(Provided information Opens)

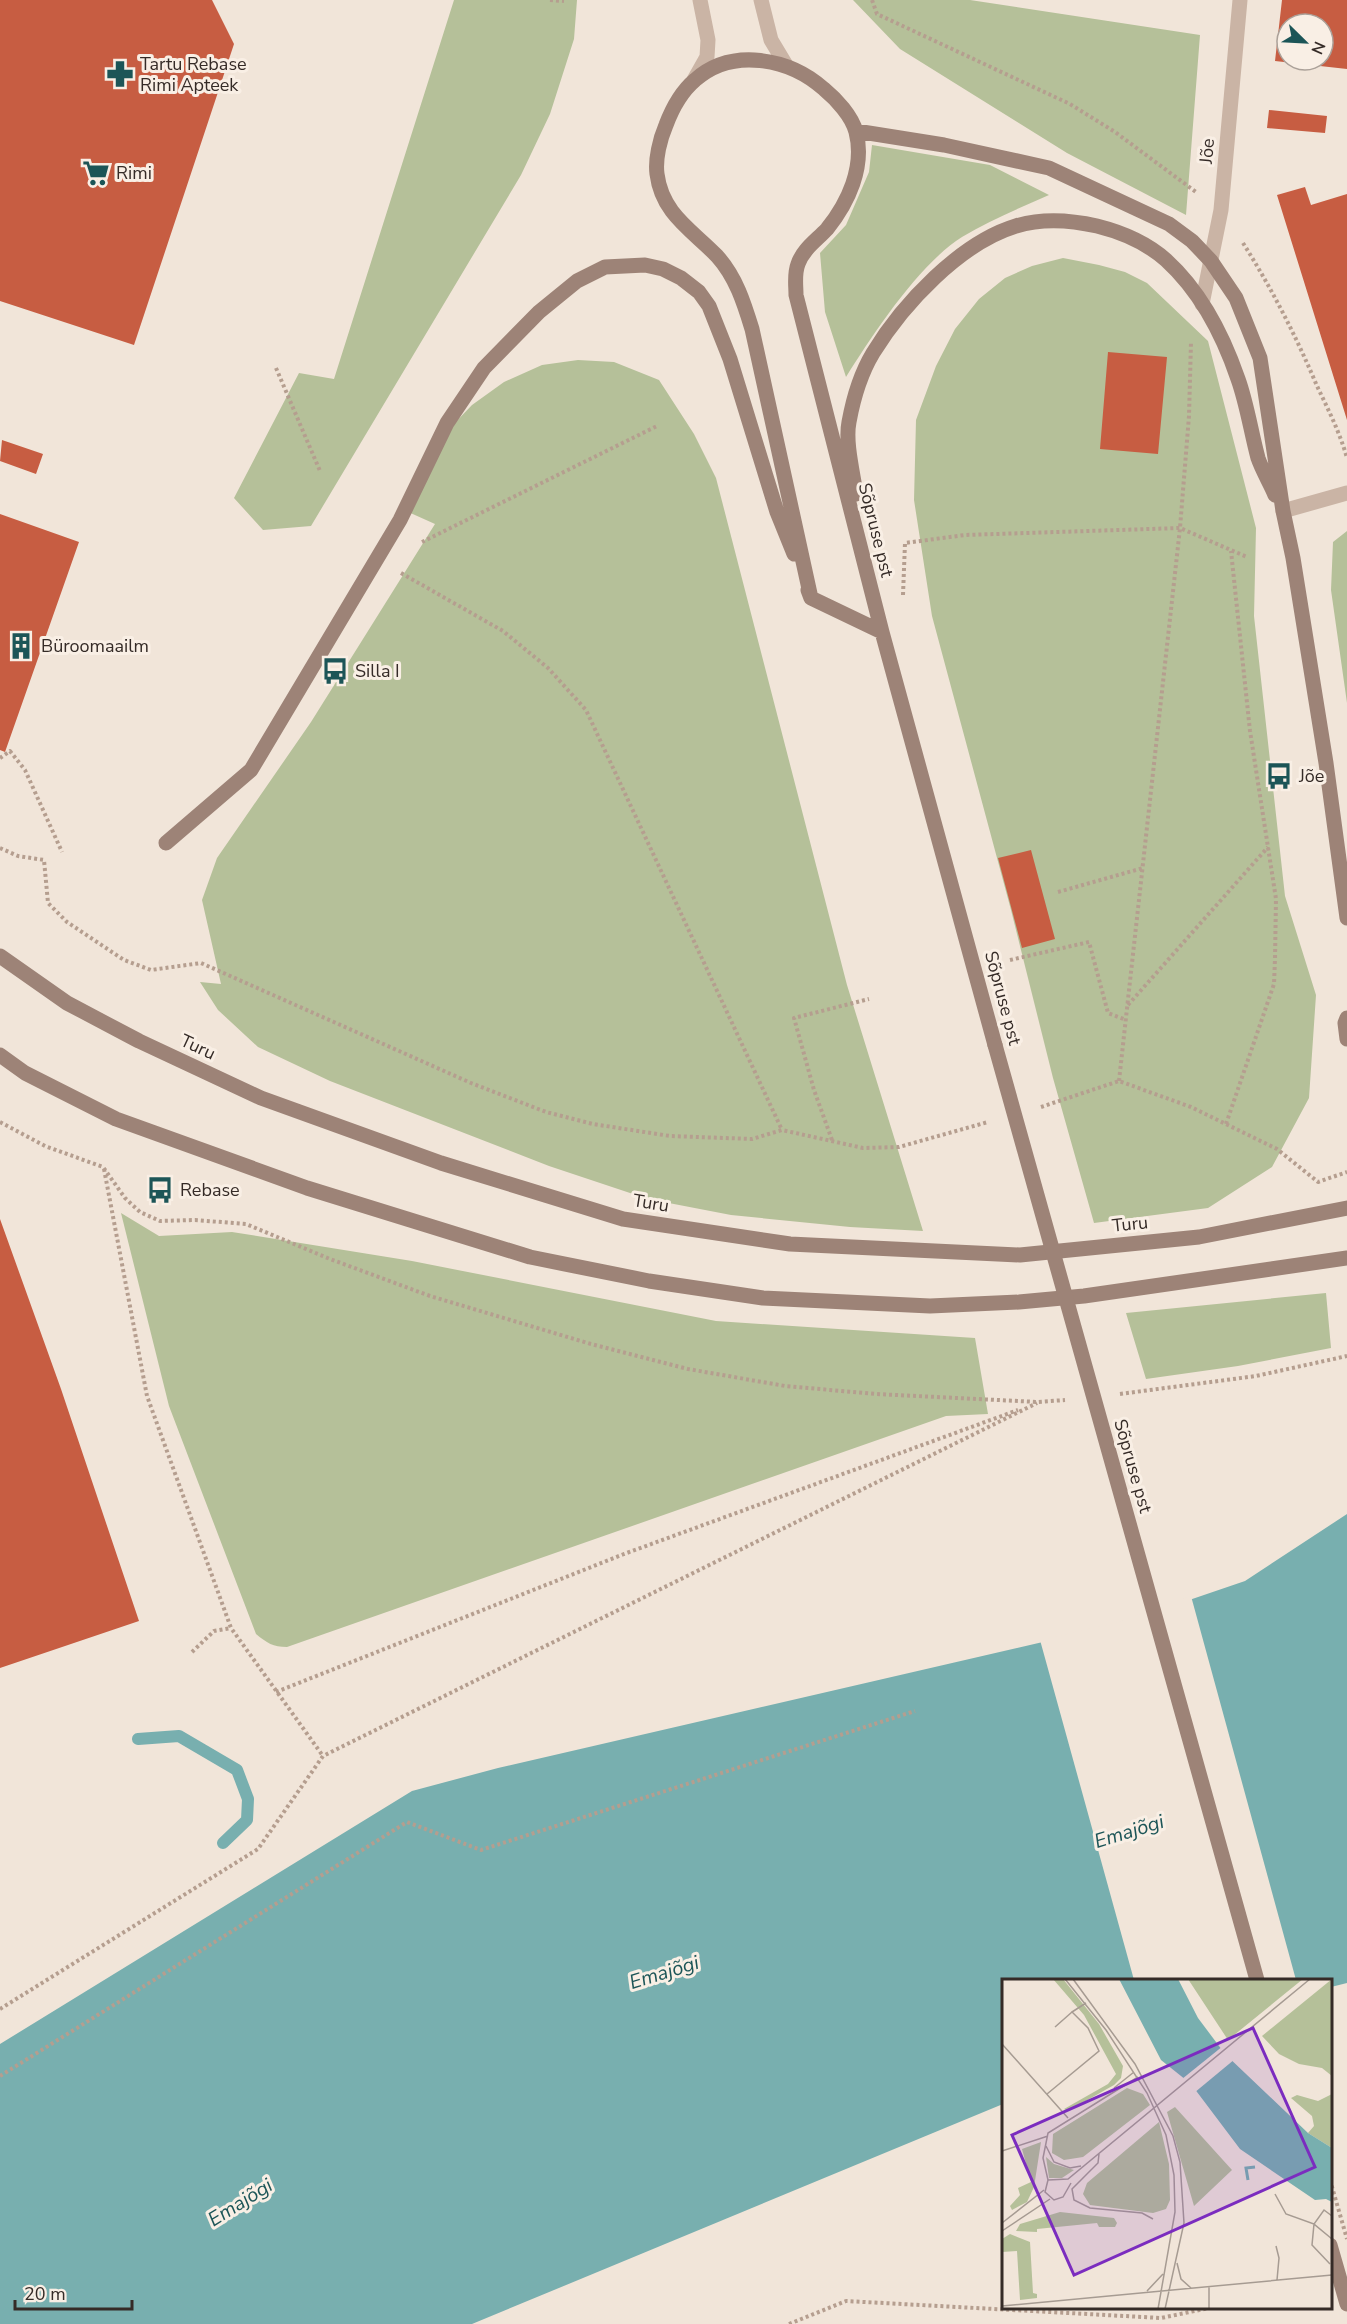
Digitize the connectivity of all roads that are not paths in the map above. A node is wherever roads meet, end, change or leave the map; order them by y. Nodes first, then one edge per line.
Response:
1 (700, 0) edge
2 (761, 0) edge
3 (1240, 0) edge
4 (786, 65) junction
5 (694, 80) junction
6 (856, 131) junction
7 (1211, 261) junction
8 (1202, 304) junction
9 (1347, 493) edge
10 (1283, 511) junction
11 (811, 598) junction
12 (882, 632) junction
13 (166, 843) dead end
14 (1347, 918) edge
15 (0, 956) edge
16 (1347, 1018) edge
17 (1347, 1039) edge
18 (0, 1055) edge
19 (1347, 1208) edge
20 (1347, 1258) edge
21 (1257, 1979) edge
22 (1332, 2252) edge
23 (1347, 2304) edge

1 - 5 street, Sõpruse pst
2 - 4 street
3 - 7 street, Jõe
4 - 5 main road, Sõpruse pst
4 - 6 main road, Sõpruse pst
5 - 11 main road, Sõpruse pst
6 - 7 main road
6 - 12 main road, Sõpruse pst
7 - 8 street, Jõe
7 - 10 main road
8 - 10 main road
8 - 12 main road
9 - 10 street
10 - 14 main road
11 - 12 main road
11 - 13 main road
12 - 21 main road, Sõpruse pst, bridge
15 - 19 main road, Turu
16 - 17 main road
18 - 20 main road
22 - 23 main road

(Provided information Closes)

§ What to work on
A faithful reproduction of every entry, with no pictures, is the expected answer.

§ Result of the task
Digitize the connectivity of all roads that are not paths in the map above. A node is wherever roads meet, end, change or leave the map; order them by y. Nodes first, then one edge per line.
Response:
1 (700, 0) edge
2 (761, 0) edge
3 (1240, 0) edge
4 (786, 65) junction
5 (694, 80) junction
6 (856, 131) junction
7 (1211, 261) junction
8 (1202, 304) junction
9 (1347, 493) edge
10 (1283, 511) junction
11 (811, 598) junction
12 (882, 632) junction
13 (166, 843) dead end
14 (1347, 918) edge
15 (0, 956) edge
16 (1347, 1018) edge
17 (1347, 1039) edge
18 (0, 1055) edge
19 (1347, 1208) edge
20 (1347, 1258) edge
21 (1257, 1979) edge
22 (1332, 2252) edge
23 (1347, 2304) edge

1 - 5 street, Sõpruse pst
2 - 4 street
3 - 7 street, Jõe
4 - 5 main road, Sõpruse pst
4 - 6 main road, Sõpruse pst
5 - 11 main road, Sõpruse pst
6 - 7 main road
6 - 12 main road, Sõpruse pst
7 - 8 street, Jõe
7 - 10 main road
8 - 10 main road
8 - 12 main road
9 - 10 street
10 - 14 main road
11 - 12 main road
11 - 13 main road
12 - 21 main road, Sõpruse pst, bridge
15 - 19 main road, Turu
16 - 17 main road
18 - 20 main road
22 - 23 main road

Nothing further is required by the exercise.